Well, I'm actually expecting that preempt will at some day be the normal
thing to do, so the inc/dec is not so much an overhead of the heuristic,
but a direct result of using "kmap_atomic()" in the first place.
But yes, for the non-preempters, there would be the overhead of doing the
preempt count thing.
That is a nice per-cpu non-atomic thing, and in a cacheline that has been
brought in as part of the system call logic anyway. It will dirty it,
though - and I don't know if that is the "normal" state of that line
[ Side note - one of the reasons I'd potentially like to move the
thread_info thing to the _top_ of the stack (instead of the bottom) is
that that way it could share the cacheline with the kernel stack that
gets dirtied on every kernel entry anyway.

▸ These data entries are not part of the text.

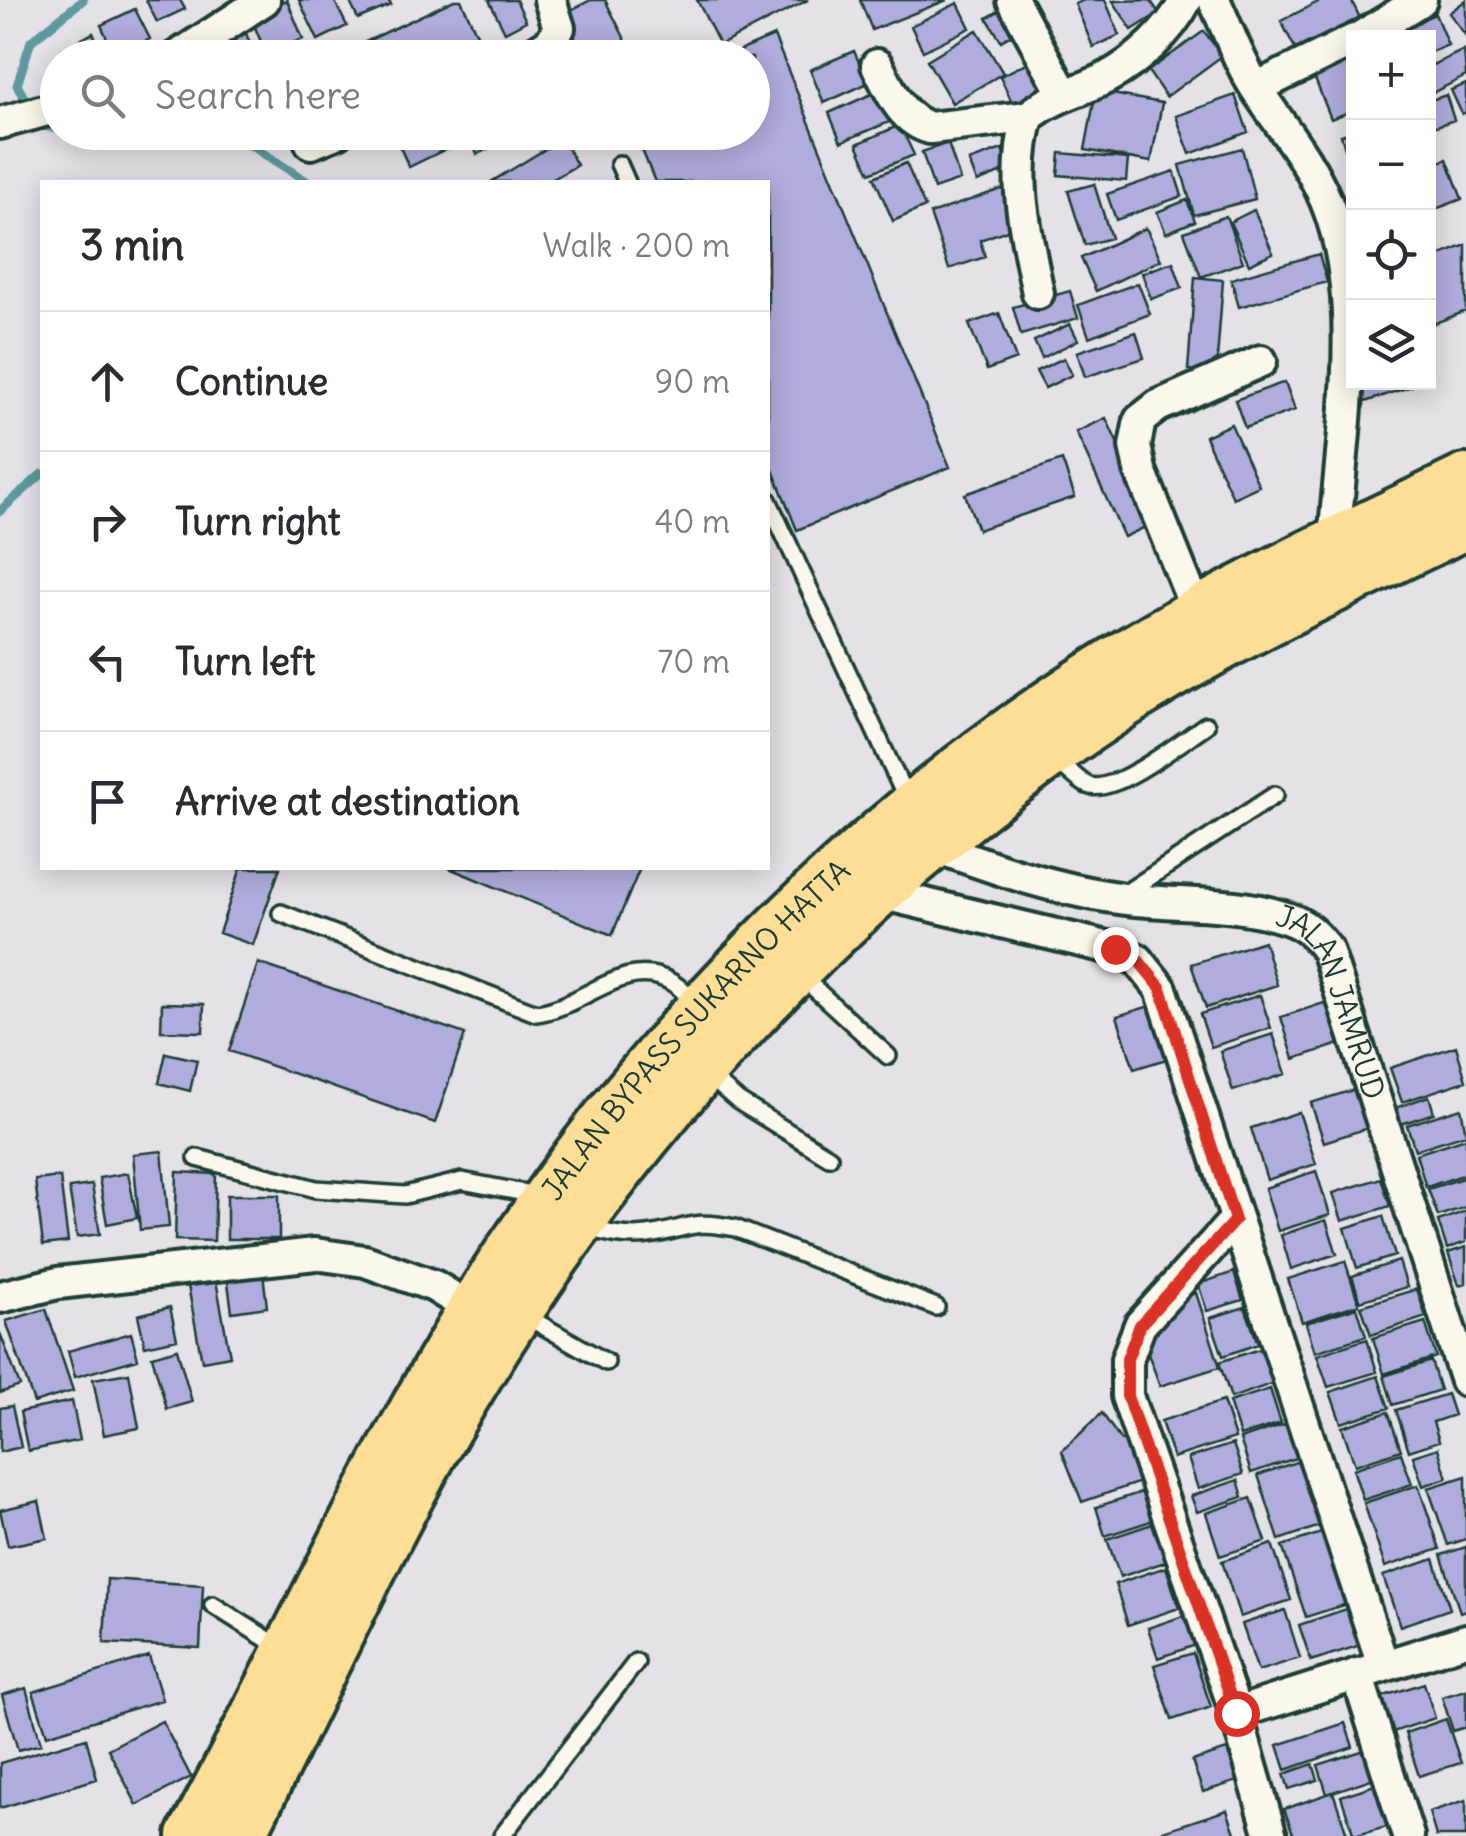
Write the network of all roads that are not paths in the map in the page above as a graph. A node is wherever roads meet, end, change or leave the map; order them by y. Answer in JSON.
{"nodes":[{"id":1,"x":264,"y":0,"type":"edge"},
{"id":2,"x":550,"y":0,"type":"edge"},
{"id":3,"x":1013,"y":0,"type":"edge"},
{"id":4,"x":1186,"y":0,"type":"edge"},
{"id":5,"x":1214,"y":0,"type":"edge"},
{"id":6,"x":1421,"y":0,"type":"edge"},
{"id":7,"x":1371,"y":30,"type":"edge"},
{"id":8,"x":203,"y":40,"type":"edge"},
{"id":9,"x":551,"y":40,"type":"edge"},
{"id":10,"x":1346,"y":44,"type":"edge"},
{"id":11,"x":877,"y":65,"type":"dead end"},
{"id":12,"x":1256,"y":88,"type":"junction"},
{"id":13,"x":1064,"y":93,"type":"junction"},
{"id":14,"x":40,"y":112,"type":"edge"},
{"id":15,"x":1028,"y":117,"type":"junction"},
{"id":16,"x":4,"y":121,"type":"edge"},
{"id":17,"x":619,"y":164,"type":"dead end"},
{"id":18,"x":626,"y":180,"type":"edge"},
{"id":19,"x":1038,"y":293,"type":"dead end"},
{"id":20,"x":1260,"y":361,"type":"dead end"},
{"id":21,"x":1466,"y":480,"type":"edge"},
{"id":22,"x":770,"y":504,"type":"edge"},
{"id":23,"x":1466,"y":523,"type":"edge"},
{"id":24,"x":1334,"y":544,"type":"junction"},
{"id":25,"x":1198,"y":614,"type":"junction"},
{"id":26,"x":1206,"y":725,"type":"dead end"},
{"id":27,"x":1049,"y":754,"type":"junction"},
{"id":28,"x":1275,"y":795,"type":"dead end"},
{"id":29,"x":922,"y":828,"type":"junction"},
{"id":30,"x":879,"y":892,"type":"junction"},
{"id":31,"x":1118,"y":898,"type":"junction"},
{"id":32,"x":282,"y":914,"type":"dead end"},
{"id":33,"x":794,"y":970,"type":"junction"},
{"id":34,"x":704,"y":1010,"type":"junction"},
{"id":35,"x":888,"y":1056,"type":"dead end"},
{"id":36,"x":701,"y":1069,"type":"junction"},
{"id":37,"x":829,"y":1157,"type":"dead end"},
{"id":38,"x":197,"y":1158,"type":"dead end"},
{"id":39,"x":562,"y":1212,"type":"junction"},
{"id":40,"x":1235,"y":1220,"type":"junction"},
{"id":41,"x":0,"y":1297,"type":"edge"},
{"id":42,"x":936,"y":1307,"type":"dead end"},
{"id":43,"x":495,"y":1310,"type":"junction"},
{"id":44,"x":606,"y":1362,"type":"dead end"},
{"id":45,"x":1466,"y":1381,"type":"edge"},
{"id":46,"x":213,"y":1605,"type":"dead end"},
{"id":47,"x":1466,"y":1640,"type":"edge"},
{"id":48,"x":290,"y":1653,"type":"junction"},
{"id":49,"x":636,"y":1662,"type":"dead end"},
{"id":50,"x":1370,"y":1670,"type":"junction"},
{"id":51,"x":1236,"y":1713,"type":"junction"},
{"id":52,"x":240,"y":1806,"type":"edge"},
{"id":53,"x":193,"y":1836,"type":"edge"},
{"id":54,"x":502,"y":1836,"type":"edge"},
{"id":55,"x":1271,"y":1836,"type":"edge"},
{"id":56,"x":1407,"y":1836,"type":"edge"}],
"edges":[{"from":1,"to":8,"type":"street"},
{"from":2,"to":9,"type":"street"},
{"from":3,"to":13,"type":"street"},
{"from":4,"to":13,"type":"street"},
{"from":5,"to":12,"type":"street"},
{"from":6,"to":7,"type":"street"},
{"from":10,"to":12,"type":"street"},
{"from":11,"to":15,"type":"street"},
{"from":12,"to":24,"type":"street"},
{"from":13,"to":15,"type":"street"},
{"from":14,"to":16,"type":"street"},
{"from":15,"to":19,"type":"street"},
{"from":17,"to":18,"type":"lane"},
{"from":20,"to":25,"type":"street"},
{"from":21,"to":24,"type":"highway","name":"JALAN BYPASS SUKARNO HATTA"},
{"from":22,"to":29,"type":"lane"},
{"from":23,"to":27,"type":"highway","name":"JALAN BYPASS SUKARNO HATTA"},
{"from":24,"to":25,"type":"highway","name":"JALAN BYPASS SUKARNO HATTA"},
{"from":25,"to":29,"type":"highway","name":"JALAN BYPASS SUKARNO HATTA"},
{"from":26,"to":27,"type":"lane"},
{"from":27,"to":29,"type":"highway","name":"JALAN BYPASS SUKARNO HATTA"},
{"from":28,"to":31,"type":"lane"},
{"from":29,"to":30,"type":"highway","name":"JALAN BYPASS SUKARNO HATTA"},
{"from":29,"to":31,"type":"street","name":"JALAN JAMRUD"},
{"from":29,"to":34,"type":"highway","name":"JALAN BYPASS SUKARNO HATTA"},
{"from":30,"to":33,"type":"highway","name":"JALAN BYPASS SUKARNO HATTA"},
{"from":30,"to":40,"type":"street"},
{"from":31,"to":45,"type":"street","name":"JALAN JAMRUD"},
{"from":32,"to":34,"type":"lane"},
{"from":33,"to":35,"type":"lane"},
{"from":33,"to":36,"type":"highway","name":"JALAN BYPASS SUKARNO HATTA"},
{"from":34,"to":39,"type":"highway","name":"JALAN BYPASS SUKARNO HATTA"},
{"from":36,"to":37,"type":"lane"},
{"from":36,"to":39,"type":"highway","name":"JALAN BYPASS SUKARNO HATTA"},
{"from":38,"to":39,"type":"lane"},
{"from":39,"to":42,"type":"lane"},
{"from":39,"to":43,"type":"highway","name":"JALAN BYPASS SUKARNO HATTA"},
{"from":40,"to":50,"type":"street"},
{"from":40,"to":51,"type":"street"},
{"from":41,"to":43,"type":"street"},
{"from":43,"to":44,"type":"lane"},
{"from":43,"to":48,"type":"highway","name":"JALAN BYPASS SUKARNO HATTA"},
{"from":43,"to":52,"type":"highway","name":"JALAN BYPASS SUKARNO HATTA"},
{"from":46,"to":48,"type":"lane"},
{"from":47,"to":50,"type":"street"},
{"from":48,"to":52,"type":"highway","name":"JALAN BYPASS SUKARNO HATTA"},
{"from":49,"to":54,"type":"lane"},
{"from":50,"to":51,"type":"street"},
{"from":50,"to":56,"type":"street"},
{"from":51,"to":55,"type":"street"},
{"from":52,"to":53,"type":"highway","name":"JALAN BYPASS SUKARNO HATTA"}]}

Dunno if it matters. ]
> > It doesn't touch it twice. It touches _both_ of the potential pages that
> > will be involved in the memcpy - since the copy may well not be
> > page-aligned in user space.
> Oh duh. I stared at that for the longest time, without realizing there's no
> alignment requirement.
Well, I will not claim that that code is very pretty or obvious.
Also, as-is, nobody has ever been able to prove that the pre-fetching as
it stands now really fixes the race, although it makes it certainly makes
it practically speaking impossible to trigger.

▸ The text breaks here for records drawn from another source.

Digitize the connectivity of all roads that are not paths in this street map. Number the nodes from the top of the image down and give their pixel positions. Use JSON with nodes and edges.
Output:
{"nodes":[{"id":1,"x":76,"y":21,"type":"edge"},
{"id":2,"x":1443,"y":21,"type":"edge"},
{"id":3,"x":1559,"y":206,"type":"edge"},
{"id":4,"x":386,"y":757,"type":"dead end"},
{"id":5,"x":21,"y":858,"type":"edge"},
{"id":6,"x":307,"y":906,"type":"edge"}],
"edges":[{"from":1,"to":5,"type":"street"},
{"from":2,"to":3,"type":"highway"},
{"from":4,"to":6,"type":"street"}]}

> > So with the atomic copy-from-user, we can trap the problem only when it is
> > a problem, and go full speed normally.
> That's all crystal clear now. (Though the way do_page_fault finesses
> copy_from_user into returning early is a little - how should I put it -
> opaque. Yes, I see it, but...)
Well, yes. The whole "fixup" thing is certainly not the most obvious thing
ever written (and you can thank Richard Henderson for the approach), but
it has turned out to be a very useful thing to have. It removed all the
races we had between checking whether an area was properly mapped and
actually accessing that area (ie the old "verify_area()" approach), and
it's extremely efficient for the fast path (the fault path is a bit less
so, but ..)
> I'm sure you're aware there's a lot more you can do with these tricks
> than just zero-copy read - there's zero-copy write as well, and there
> are both of the above, except a full pte page at a time. There could
> even be a file to file copy if there were an interface for it.
The file-to-file copy is really nasty to do, for the simple reason that
one page really wants to have just one "owner". So while doing a
file-to-file copy is certainly possible, it tends to imply removing the
cached page from the source and inserting it into the destination.
Which is the right thing to do for streaming copies, but the _wrong_ thing
to do if the source is then used again.